## WHAT YOU ARE ASKED TO DO
Write the entries out again in full and unchanged, dropping every image.

## AVAILABLE DATA

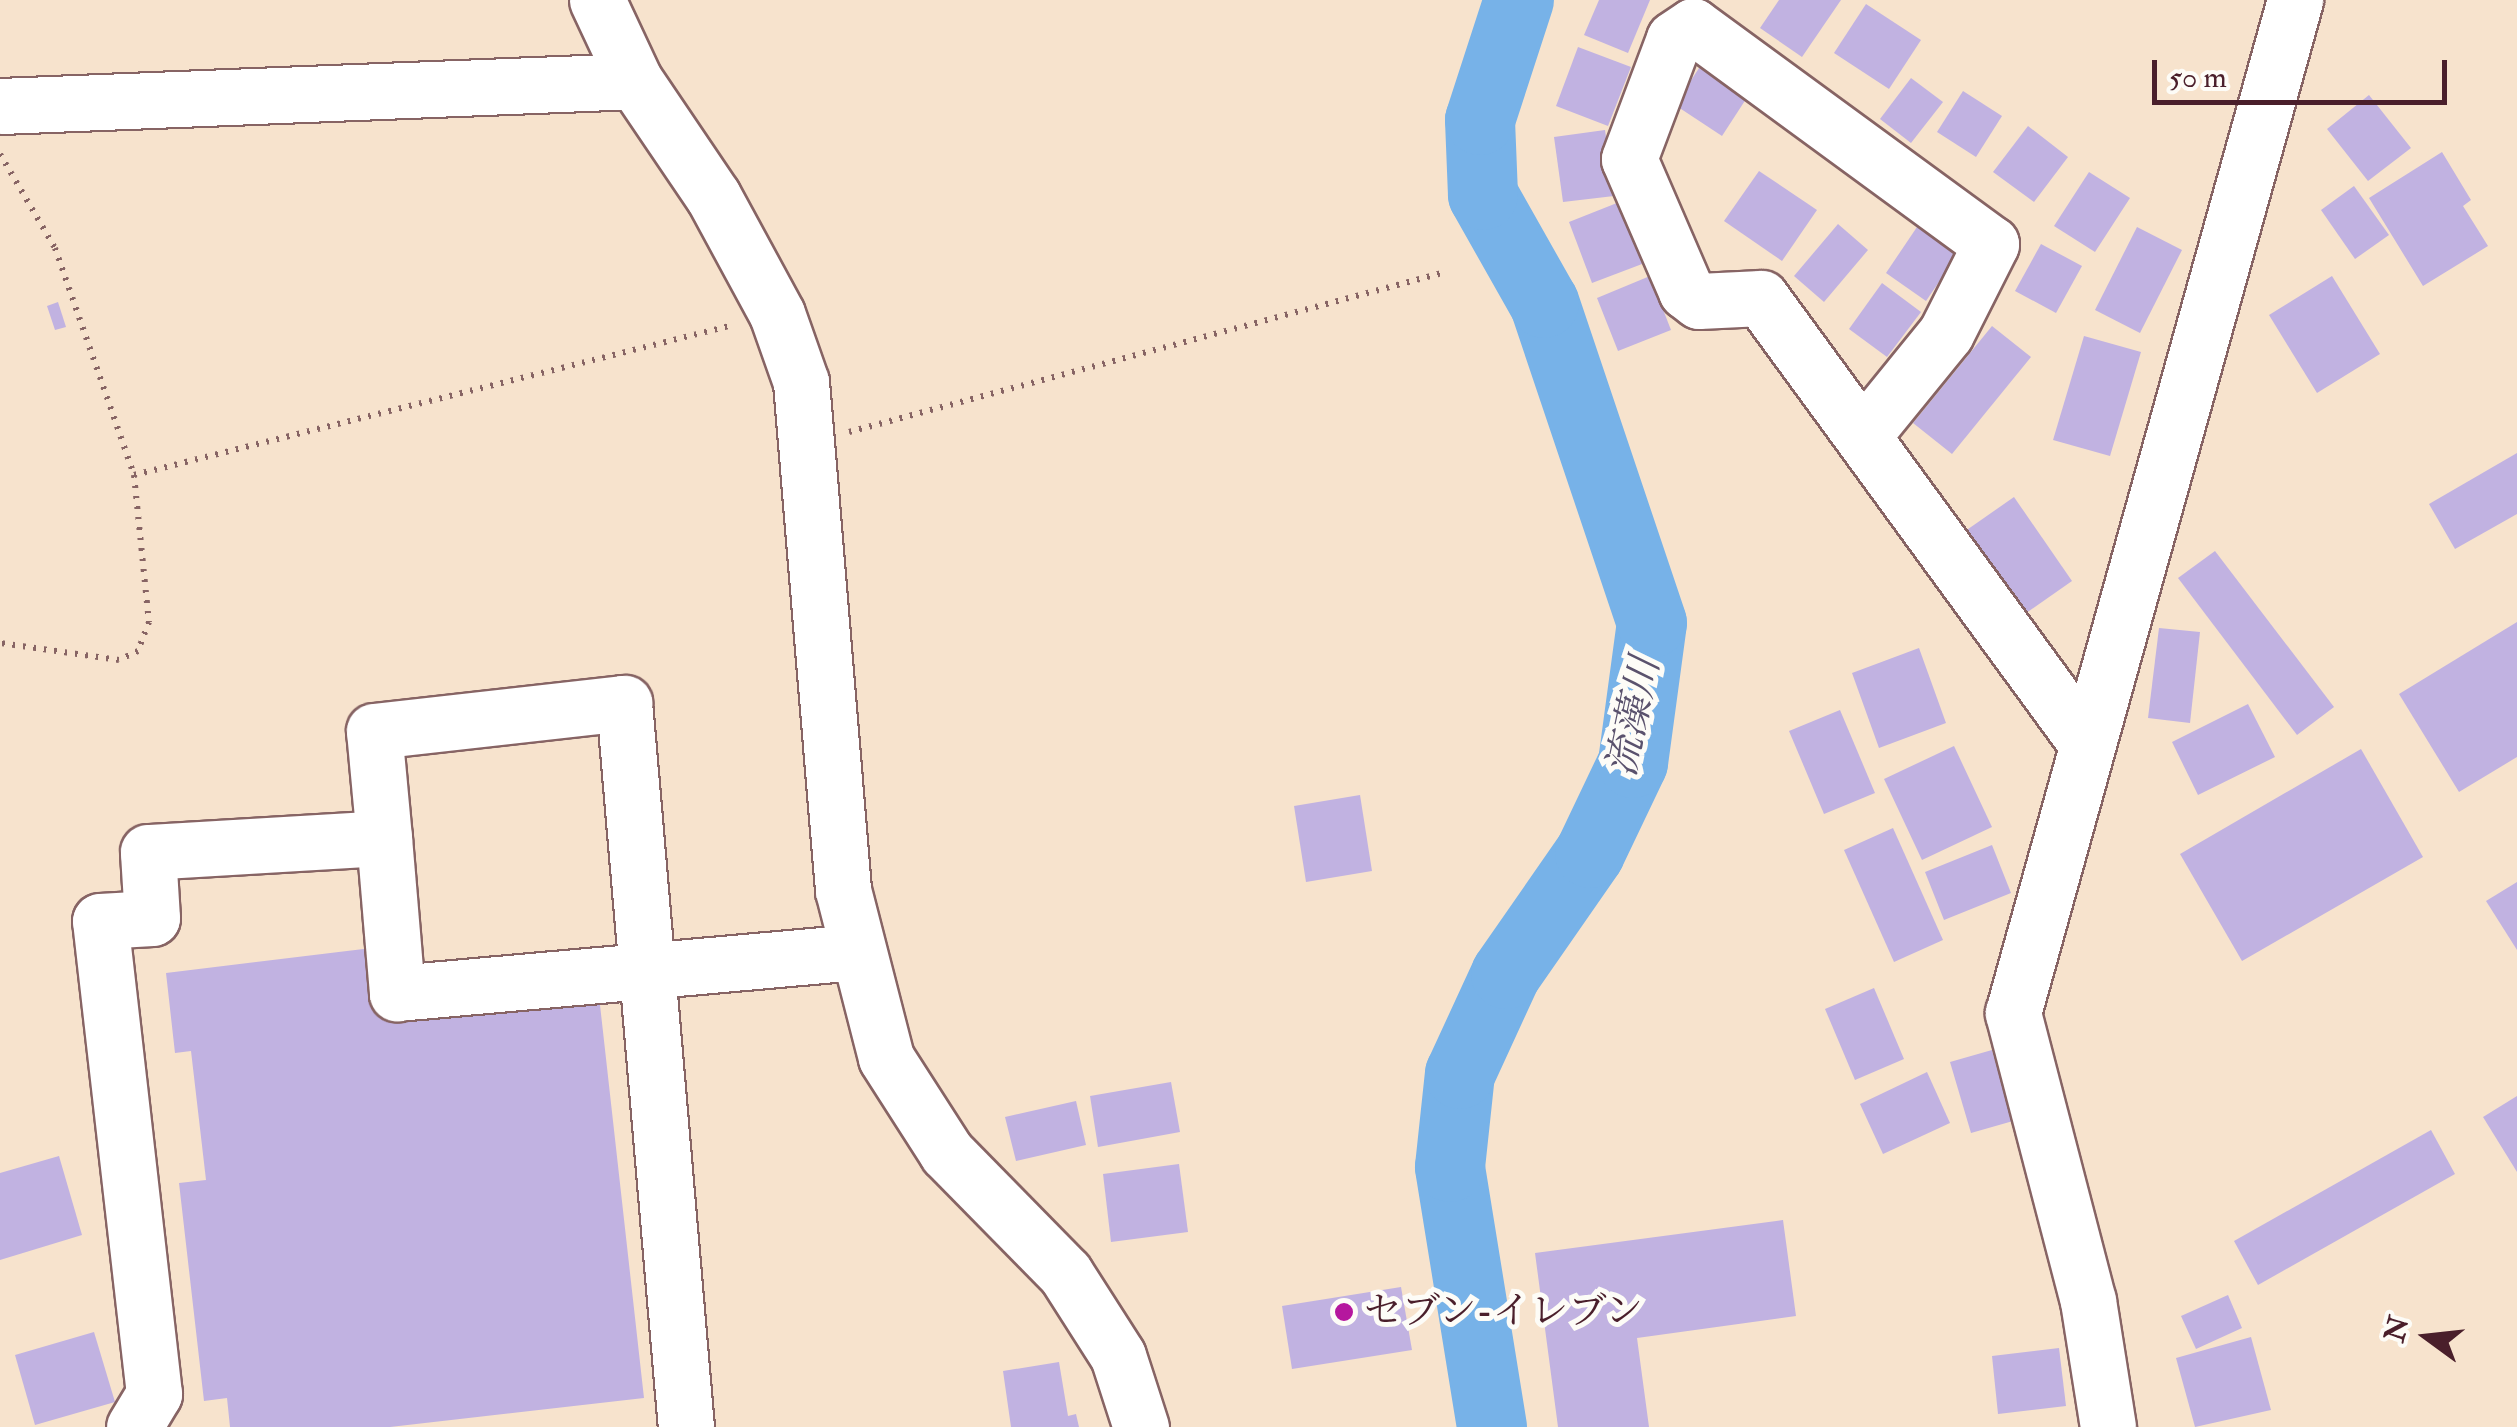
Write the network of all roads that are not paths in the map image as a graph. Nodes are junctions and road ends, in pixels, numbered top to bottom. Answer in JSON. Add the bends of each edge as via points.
{"nodes":[{"id":1,"x":597,"y":0,"type":"edge"},
{"id":2,"x":2295,"y":0,"type":"edge"},
{"id":3,"x":635,"y":81,"type":"junction"},
{"id":4,"x":0,"y":106,"type":"edge"},
{"id":5,"x":1864,"y":434,"type":"junction"},
{"id":6,"x":2084,"y":740,"type":"junction"},
{"id":7,"x":384,"y":838,"type":"junction"},
{"id":8,"x":856,"y":952,"type":"junction"},
{"id":9,"x":648,"y":971,"type":"junction"},
{"id":10,"x":134,"y":1427,"type":"edge"},
{"id":11,"x":686,"y":1427,"type":"edge"},
{"id":12,"x":1141,"y":1427,"type":"edge"},
{"id":13,"x":2108,"y":1427,"type":"edge"}],
"edges":[{"from":1,"to":3,"type":"street"},
{"from":2,"to":6,"type":"street"},
{"from":3,"to":4,"type":"street"},
{"from":3,"to":8,"type":"street","via":[[713,196],[777,314],[801,382],[843,890]]},
{"from":5,"to":5,"type":"street","via":[[1761,298],[1698,302],[1686,291],[1629,159],[1674,38],[1693,26],[1991,244],[1946,333]]},
{"from":5,"to":6,"type":"street"},
{"from":6,"to":13,"type":"street","via":[[2013,1013],[2088,1300]]},
{"from":7,"to":9,"type":"street","via":[[398,993]]},
{"from":7,"to":9,"type":"street","via":[[374,731],[624,703]]},
{"from":7,"to":10,"type":"street","via":[[148,852],[152,918],[100,921],[154,1394]]},
{"from":8,"to":9,"type":"street"},
{"from":8,"to":12,"type":"street","via":[[886,1058],[946,1152],[1065,1273],[1118,1356]]},
{"from":9,"to":11,"type":"street"}]}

## OUTPUT
Write the network of all roads that are not paths in the map image as a graph. Nodes are junctions and road ends, in pixels, numbered top to bottom. Answer in JSON. Add the bends of each edge as via points.
{"nodes":[{"id":1,"x":597,"y":0,"type":"edge"},
{"id":2,"x":2295,"y":0,"type":"edge"},
{"id":3,"x":635,"y":81,"type":"junction"},
{"id":4,"x":0,"y":106,"type":"edge"},
{"id":5,"x":1864,"y":434,"type":"junction"},
{"id":6,"x":2084,"y":740,"type":"junction"},
{"id":7,"x":384,"y":838,"type":"junction"},
{"id":8,"x":856,"y":952,"type":"junction"},
{"id":9,"x":648,"y":971,"type":"junction"},
{"id":10,"x":134,"y":1427,"type":"edge"},
{"id":11,"x":686,"y":1427,"type":"edge"},
{"id":12,"x":1141,"y":1427,"type":"edge"},
{"id":13,"x":2108,"y":1427,"type":"edge"}],
"edges":[{"from":1,"to":3,"type":"street"},
{"from":2,"to":6,"type":"street"},
{"from":3,"to":4,"type":"street"},
{"from":3,"to":8,"type":"street","via":[[713,196],[777,314],[801,382],[843,890]]},
{"from":5,"to":5,"type":"street","via":[[1761,298],[1698,302],[1686,291],[1629,159],[1674,38],[1693,26],[1991,244],[1946,333]]},
{"from":5,"to":6,"type":"street"},
{"from":6,"to":13,"type":"street","via":[[2013,1013],[2088,1300]]},
{"from":7,"to":9,"type":"street","via":[[398,993]]},
{"from":7,"to":9,"type":"street","via":[[374,731],[624,703]]},
{"from":7,"to":10,"type":"street","via":[[148,852],[152,918],[100,921],[154,1394]]},
{"from":8,"to":9,"type":"street"},
{"from":8,"to":12,"type":"street","via":[[886,1058],[946,1152],[1065,1273],[1118,1356]]},
{"from":9,"to":11,"type":"street"}]}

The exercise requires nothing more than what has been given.